President Trump plans on adding former independent counsel Kenneth W. Starr and the defense lawyer Alan Dershowitz to his legal team for his trial by the Senate, a person briefed on the plan said Friday.
Mr. Starr, whose investigation into President Bill Clinton’s sexual relationships led to his impeachment, will be joined by Robert Ray, who succeeded Mr. Starr as independent counsel and wrote the final report on Mr. Clinton, the person said.
Mr. Dershowitz, a Harvard Law School professor emeritus who became famous as a defense counsel for high-profile defendants like O.J. Simpson, will have a more limited role than the two former independent counsels, presenting oral arguments at the Senate trial “to address the constitutional arguments against impeachment and removal,” the team said in a statement.
The White House counsel, Pat Cipollone, and Mr. Trump’s personal lawyer, Jay Sekulow, will lead the legal team. Others will be added as well, including Pam Bondi, the former Florida attorney general who has been a spokeswoman for the defense effort, and Jane Raskin, who defended Mr. Trump during the inquiry by special counsel Robert S. Mueller III, will also join the team, officials said.
For weeks, Mr. Trump has tried to add what he sees as combative allies to the legal team that will defend him in the Senate. He initially wanted three House Republicans to be on the team, but Senator Mitch McConnell, the majority leader, objected.
The president has been concerned about having media-savvy defenders play the same vocal role that Rudolph W. Giuliani did during the Mueller investigation. Mr.

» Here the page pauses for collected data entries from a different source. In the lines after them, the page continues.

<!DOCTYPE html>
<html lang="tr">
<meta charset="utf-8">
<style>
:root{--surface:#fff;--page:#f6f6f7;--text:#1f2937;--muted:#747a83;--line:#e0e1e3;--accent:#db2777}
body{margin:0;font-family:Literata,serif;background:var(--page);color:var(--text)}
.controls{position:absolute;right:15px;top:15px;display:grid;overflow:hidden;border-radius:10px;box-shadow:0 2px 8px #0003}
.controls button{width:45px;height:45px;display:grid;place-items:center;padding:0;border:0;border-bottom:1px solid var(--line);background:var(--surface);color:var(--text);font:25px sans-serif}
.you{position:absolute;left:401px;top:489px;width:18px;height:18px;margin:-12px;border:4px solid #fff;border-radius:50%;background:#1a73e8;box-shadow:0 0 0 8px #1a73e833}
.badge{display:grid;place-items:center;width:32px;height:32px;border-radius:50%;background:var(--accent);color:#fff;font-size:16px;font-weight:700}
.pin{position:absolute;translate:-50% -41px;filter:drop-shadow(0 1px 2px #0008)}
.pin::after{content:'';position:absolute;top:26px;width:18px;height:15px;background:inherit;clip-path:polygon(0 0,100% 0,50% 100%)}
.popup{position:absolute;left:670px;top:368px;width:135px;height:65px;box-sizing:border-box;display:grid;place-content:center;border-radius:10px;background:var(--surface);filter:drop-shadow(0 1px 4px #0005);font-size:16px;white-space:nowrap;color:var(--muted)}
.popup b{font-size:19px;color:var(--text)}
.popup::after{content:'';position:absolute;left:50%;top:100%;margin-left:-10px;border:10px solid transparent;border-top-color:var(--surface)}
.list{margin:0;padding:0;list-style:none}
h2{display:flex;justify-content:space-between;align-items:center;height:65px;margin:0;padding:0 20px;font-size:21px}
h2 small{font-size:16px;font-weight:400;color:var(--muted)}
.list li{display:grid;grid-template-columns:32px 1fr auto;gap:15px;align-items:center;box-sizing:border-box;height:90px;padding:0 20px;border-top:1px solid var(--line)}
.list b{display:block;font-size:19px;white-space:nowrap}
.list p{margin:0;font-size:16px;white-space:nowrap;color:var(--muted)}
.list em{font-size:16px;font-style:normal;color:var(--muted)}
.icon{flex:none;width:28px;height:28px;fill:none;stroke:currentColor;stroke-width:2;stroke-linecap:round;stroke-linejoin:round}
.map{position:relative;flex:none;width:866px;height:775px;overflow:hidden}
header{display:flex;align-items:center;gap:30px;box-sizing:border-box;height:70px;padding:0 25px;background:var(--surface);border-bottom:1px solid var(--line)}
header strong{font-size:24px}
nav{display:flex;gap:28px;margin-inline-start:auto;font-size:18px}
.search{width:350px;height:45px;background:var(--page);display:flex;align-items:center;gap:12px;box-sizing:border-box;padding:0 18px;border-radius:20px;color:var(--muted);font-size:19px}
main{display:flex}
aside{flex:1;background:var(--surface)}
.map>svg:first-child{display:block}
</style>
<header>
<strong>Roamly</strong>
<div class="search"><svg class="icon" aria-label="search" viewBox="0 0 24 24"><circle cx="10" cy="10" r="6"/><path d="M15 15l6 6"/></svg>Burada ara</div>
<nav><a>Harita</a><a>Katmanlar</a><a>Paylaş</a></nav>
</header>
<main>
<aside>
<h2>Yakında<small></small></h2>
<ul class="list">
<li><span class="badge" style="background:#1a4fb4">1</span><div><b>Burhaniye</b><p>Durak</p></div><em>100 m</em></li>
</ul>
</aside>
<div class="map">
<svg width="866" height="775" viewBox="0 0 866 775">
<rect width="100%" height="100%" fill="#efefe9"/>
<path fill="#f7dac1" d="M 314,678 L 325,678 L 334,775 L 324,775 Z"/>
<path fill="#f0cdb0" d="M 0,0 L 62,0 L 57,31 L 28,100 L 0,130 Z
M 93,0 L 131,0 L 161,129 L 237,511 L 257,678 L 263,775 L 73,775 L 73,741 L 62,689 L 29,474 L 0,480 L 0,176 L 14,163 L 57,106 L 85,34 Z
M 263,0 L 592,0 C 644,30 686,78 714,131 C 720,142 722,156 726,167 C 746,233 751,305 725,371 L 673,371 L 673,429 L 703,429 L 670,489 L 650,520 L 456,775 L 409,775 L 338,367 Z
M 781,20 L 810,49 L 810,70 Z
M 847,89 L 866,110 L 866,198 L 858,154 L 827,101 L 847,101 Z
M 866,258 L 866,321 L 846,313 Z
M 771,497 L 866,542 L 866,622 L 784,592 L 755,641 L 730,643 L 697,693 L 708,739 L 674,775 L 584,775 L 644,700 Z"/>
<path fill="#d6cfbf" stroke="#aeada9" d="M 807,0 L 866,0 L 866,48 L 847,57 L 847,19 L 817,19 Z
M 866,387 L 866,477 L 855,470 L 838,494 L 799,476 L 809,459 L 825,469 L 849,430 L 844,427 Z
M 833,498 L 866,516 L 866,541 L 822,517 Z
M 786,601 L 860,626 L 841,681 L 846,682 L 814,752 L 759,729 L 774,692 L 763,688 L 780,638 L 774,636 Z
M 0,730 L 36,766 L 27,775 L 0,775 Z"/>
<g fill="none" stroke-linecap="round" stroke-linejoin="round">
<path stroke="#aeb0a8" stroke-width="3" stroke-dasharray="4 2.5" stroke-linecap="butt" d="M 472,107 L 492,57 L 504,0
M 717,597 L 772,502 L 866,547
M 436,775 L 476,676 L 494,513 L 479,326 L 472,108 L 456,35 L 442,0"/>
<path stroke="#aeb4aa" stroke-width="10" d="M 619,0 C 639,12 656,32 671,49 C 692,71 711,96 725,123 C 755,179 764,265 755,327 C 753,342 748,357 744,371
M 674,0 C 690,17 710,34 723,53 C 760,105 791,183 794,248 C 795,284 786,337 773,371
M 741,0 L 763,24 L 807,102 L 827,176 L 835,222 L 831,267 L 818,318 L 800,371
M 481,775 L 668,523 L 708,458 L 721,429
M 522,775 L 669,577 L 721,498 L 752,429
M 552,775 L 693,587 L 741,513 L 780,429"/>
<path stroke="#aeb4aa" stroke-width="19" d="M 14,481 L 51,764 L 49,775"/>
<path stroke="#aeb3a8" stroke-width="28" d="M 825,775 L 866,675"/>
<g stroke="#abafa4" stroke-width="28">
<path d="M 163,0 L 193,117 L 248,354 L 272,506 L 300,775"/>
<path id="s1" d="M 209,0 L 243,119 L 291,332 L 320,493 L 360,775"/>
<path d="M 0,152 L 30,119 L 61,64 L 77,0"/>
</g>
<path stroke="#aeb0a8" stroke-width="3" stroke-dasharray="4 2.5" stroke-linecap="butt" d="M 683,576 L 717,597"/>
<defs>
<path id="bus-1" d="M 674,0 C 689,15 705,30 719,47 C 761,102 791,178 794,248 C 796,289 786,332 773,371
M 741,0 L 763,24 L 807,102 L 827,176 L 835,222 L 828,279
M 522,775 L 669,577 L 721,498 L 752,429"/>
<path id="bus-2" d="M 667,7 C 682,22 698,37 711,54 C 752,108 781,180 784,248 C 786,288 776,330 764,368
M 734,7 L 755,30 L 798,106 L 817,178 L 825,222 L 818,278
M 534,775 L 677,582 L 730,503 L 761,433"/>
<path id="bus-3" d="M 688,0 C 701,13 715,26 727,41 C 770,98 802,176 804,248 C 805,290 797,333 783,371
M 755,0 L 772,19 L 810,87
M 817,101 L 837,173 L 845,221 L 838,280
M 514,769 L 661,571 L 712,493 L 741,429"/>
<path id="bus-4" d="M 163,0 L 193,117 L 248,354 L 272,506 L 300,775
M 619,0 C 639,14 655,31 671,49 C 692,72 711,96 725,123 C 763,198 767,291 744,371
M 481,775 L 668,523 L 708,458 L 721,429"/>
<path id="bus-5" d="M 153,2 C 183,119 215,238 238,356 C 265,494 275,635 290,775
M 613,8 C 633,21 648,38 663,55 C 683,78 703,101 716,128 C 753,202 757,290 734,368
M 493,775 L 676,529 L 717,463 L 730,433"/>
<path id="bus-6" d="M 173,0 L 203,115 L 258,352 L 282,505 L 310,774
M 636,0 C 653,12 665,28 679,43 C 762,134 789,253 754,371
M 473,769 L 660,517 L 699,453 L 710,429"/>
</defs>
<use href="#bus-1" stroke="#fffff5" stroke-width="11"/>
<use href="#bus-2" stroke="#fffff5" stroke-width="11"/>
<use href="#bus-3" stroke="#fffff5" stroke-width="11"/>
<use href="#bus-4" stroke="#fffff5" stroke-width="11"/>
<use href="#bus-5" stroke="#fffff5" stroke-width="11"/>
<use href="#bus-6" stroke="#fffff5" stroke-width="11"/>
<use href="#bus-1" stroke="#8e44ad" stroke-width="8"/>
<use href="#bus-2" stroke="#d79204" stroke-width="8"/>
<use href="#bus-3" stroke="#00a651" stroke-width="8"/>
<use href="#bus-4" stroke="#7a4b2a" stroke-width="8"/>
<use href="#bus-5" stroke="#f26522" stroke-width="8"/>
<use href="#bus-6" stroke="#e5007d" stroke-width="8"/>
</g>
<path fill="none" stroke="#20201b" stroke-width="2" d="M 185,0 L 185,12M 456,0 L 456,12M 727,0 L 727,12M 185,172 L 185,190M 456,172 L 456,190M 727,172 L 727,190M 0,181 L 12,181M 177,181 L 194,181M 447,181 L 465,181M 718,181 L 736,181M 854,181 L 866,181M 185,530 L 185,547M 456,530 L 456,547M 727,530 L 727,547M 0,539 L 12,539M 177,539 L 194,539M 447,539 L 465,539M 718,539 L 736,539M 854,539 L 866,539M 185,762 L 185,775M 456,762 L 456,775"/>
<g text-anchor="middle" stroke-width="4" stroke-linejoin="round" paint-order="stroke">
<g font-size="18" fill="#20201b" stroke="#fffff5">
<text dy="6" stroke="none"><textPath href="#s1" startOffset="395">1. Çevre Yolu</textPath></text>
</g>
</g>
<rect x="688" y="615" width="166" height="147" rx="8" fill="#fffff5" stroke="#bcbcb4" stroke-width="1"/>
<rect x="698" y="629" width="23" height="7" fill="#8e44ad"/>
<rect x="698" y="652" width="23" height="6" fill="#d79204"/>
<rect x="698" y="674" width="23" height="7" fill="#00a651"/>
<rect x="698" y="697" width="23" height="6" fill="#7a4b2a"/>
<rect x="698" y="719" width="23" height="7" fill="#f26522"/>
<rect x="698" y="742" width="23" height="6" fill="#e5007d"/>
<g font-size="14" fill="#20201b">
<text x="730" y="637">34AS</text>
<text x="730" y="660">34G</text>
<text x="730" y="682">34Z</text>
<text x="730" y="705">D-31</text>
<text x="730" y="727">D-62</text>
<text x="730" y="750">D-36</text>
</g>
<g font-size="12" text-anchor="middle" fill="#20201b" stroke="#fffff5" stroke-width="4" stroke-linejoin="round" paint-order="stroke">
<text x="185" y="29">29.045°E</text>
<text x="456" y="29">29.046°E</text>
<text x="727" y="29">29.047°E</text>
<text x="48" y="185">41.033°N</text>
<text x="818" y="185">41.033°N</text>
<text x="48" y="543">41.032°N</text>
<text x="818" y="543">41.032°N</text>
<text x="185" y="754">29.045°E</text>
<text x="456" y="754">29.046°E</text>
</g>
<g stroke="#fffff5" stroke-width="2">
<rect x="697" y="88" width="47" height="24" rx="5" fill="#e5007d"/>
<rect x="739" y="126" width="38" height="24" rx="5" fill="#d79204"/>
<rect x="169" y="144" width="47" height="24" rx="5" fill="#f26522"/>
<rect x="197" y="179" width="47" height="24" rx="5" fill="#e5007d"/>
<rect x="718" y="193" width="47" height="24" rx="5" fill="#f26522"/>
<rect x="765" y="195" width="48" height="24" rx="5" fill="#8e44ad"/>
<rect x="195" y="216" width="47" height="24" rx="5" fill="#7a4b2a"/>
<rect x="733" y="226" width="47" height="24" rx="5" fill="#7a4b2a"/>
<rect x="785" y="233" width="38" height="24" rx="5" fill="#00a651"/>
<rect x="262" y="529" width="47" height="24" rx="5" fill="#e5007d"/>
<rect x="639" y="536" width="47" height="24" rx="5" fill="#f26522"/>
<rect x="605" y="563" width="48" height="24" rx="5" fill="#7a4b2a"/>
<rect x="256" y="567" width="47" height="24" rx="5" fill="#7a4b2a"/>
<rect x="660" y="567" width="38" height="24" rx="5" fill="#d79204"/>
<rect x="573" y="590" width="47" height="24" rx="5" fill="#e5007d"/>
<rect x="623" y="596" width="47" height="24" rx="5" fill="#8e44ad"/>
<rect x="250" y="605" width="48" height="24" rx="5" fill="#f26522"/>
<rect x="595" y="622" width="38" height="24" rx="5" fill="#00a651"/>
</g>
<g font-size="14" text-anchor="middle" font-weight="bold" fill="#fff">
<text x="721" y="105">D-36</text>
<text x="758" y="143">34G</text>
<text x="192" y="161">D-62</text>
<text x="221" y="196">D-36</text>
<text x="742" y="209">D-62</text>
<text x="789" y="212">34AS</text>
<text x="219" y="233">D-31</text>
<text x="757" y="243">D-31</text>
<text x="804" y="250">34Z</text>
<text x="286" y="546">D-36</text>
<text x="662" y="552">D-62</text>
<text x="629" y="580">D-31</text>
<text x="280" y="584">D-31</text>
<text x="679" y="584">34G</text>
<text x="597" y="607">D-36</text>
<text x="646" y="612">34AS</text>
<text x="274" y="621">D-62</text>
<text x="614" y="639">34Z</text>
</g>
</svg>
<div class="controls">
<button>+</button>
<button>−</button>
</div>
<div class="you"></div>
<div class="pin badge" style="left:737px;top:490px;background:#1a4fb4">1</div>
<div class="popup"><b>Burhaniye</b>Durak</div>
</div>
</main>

Dershowitz has been a media figure for years and Mr. Starr was a contributor to Fox News until parting ways with it because of his new role with Mr. Trump.
But neither appointment is without controversy, and Republicans on Friday voiced private reservations about both men.
Mr. Dershowitz has faced questions about his representation of Jeffrey Epstein, a financier and convicted sex offender who committed suicide in a New York City jail in August. Mr. Dershowitz helped negotiate Mr. Epstein’s lenient sentence in 2008. He has also been accused of engaging in sex with an underage girl he met through Mr. Epstein; he has denied the claim.
Mr. Starr, who helped Mr. Dershowitz on the Epstein defense in 2007, was forced from his job as president of Baylor University amid accusations he did not respond to allegations of sexual assault made by women against members of the school’s football team.
In 1999, after the Clinton impeachment, Mr. Trump told interviewers that Mr. Starr was a “wacko” and a “lunatic.” But more recently, he is said to have enjoyed watching him on television.
Mr. Starr declined to comment on Friday.
In a brief telephone interview, Mr. Dershowitz said he expected his sole role to be arguing on behalf of Mr. Trump before the Senate next Friday, making points he had made in writing and on television.
He said that he “worried about the precedent” set by the two articles of impeachment, which he described as “too vague and open-ended,” and absent “high crimes and misdemeanors.”
The statement announcing his appointment described Mr. Dershowitz as “nonpartisan when it comes to the Constitution,” having opposed the impeachment of Mr. Clinton and voted for Hillary Clinton.
“He is participating in this impeachment trial to defend the integrity of the Constitution and to prevent the creation of a dangerous constitutional precedent,” it said.